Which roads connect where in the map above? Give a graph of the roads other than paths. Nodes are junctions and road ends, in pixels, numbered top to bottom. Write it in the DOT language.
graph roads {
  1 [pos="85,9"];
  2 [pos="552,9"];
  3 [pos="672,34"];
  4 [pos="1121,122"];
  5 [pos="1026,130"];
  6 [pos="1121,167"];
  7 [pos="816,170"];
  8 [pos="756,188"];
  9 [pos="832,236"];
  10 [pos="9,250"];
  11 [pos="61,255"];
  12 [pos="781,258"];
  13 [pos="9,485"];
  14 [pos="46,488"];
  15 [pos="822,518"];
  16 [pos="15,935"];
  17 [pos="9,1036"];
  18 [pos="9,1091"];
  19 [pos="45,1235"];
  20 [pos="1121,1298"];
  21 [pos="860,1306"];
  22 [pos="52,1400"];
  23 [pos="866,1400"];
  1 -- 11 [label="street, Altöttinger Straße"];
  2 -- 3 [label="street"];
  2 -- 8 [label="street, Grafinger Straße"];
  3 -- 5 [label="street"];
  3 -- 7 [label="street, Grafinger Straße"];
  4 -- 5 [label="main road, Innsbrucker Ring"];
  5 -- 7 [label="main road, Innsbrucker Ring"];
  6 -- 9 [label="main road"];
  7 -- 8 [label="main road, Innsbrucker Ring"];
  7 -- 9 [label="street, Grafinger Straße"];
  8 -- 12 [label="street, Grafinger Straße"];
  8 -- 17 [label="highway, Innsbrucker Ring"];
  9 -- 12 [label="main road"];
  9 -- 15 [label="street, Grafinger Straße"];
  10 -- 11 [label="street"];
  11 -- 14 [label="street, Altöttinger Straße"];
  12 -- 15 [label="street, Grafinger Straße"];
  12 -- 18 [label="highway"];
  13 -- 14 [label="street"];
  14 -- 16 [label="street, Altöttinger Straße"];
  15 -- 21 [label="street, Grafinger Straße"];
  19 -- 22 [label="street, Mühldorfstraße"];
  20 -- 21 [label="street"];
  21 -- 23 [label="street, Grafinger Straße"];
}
···
→ Problem requirements
Could you quote the material above in full, exactly as it stands?

→ Answer section
Which roads connect where in the map above? Give a graph of the roads other than paths. Nodes are junctions and road ends, in pixels, numbered top to bottom. Write it in the DOT language.
graph roads {
  1 [pos="85,9"];
  2 [pos="552,9"];
  3 [pos="672,34"];
  4 [pos="1121,122"];
  5 [pos="1026,130"];
  6 [pos="1121,167"];
  7 [pos="816,170"];
  8 [pos="756,188"];
  9 [pos="832,236"];
  10 [pos="9,250"];
  11 [pos="61,255"];
  12 [pos="781,258"];
  13 [pos="9,485"];
  14 [pos="46,488"];
  15 [pos="822,518"];
  16 [pos="15,935"];
  17 [pos="9,1036"];
  18 [pos="9,1091"];
  19 [pos="45,1235"];
  20 [pos="1121,1298"];
  21 [pos="860,1306"];
  22 [pos="52,1400"];
  23 [pos="866,1400"];
  1 -- 11 [label="street, Altöttinger Straße"];
  2 -- 3 [label="street"];
  2 -- 8 [label="street, Grafinger Straße"];
  3 -- 5 [label="street"];
  3 -- 7 [label="street, Grafinger Straße"];
  4 -- 5 [label="main road, Innsbrucker Ring"];
  5 -- 7 [label="main road, Innsbrucker Ring"];
  6 -- 9 [label="main road"];
  7 -- 8 [label="main road, Innsbrucker Ring"];
  7 -- 9 [label="street, Grafinger Straße"];
  8 -- 12 [label="street, Grafinger Straße"];
  8 -- 17 [label="highway, Innsbrucker Ring"];
  9 -- 12 [label="main road"];
  9 -- 15 [label="street, Grafinger Straße"];
  10 -- 11 [label="street"];
  11 -- 14 [label="street, Altöttinger Straße"];
  12 -- 15 [label="street, Grafinger Straße"];
  12 -- 18 [label="highway"];
  13 -- 14 [label="street"];
  14 -- 16 [label="street, Altöttinger Straße"];
  15 -- 21 [label="street, Grafinger Straße"];
  19 -- 22 [label="street, Mühldorfstraße"];
  20 -- 21 [label="street"];
  21 -- 23 [label="street, Grafinger Straße"];
}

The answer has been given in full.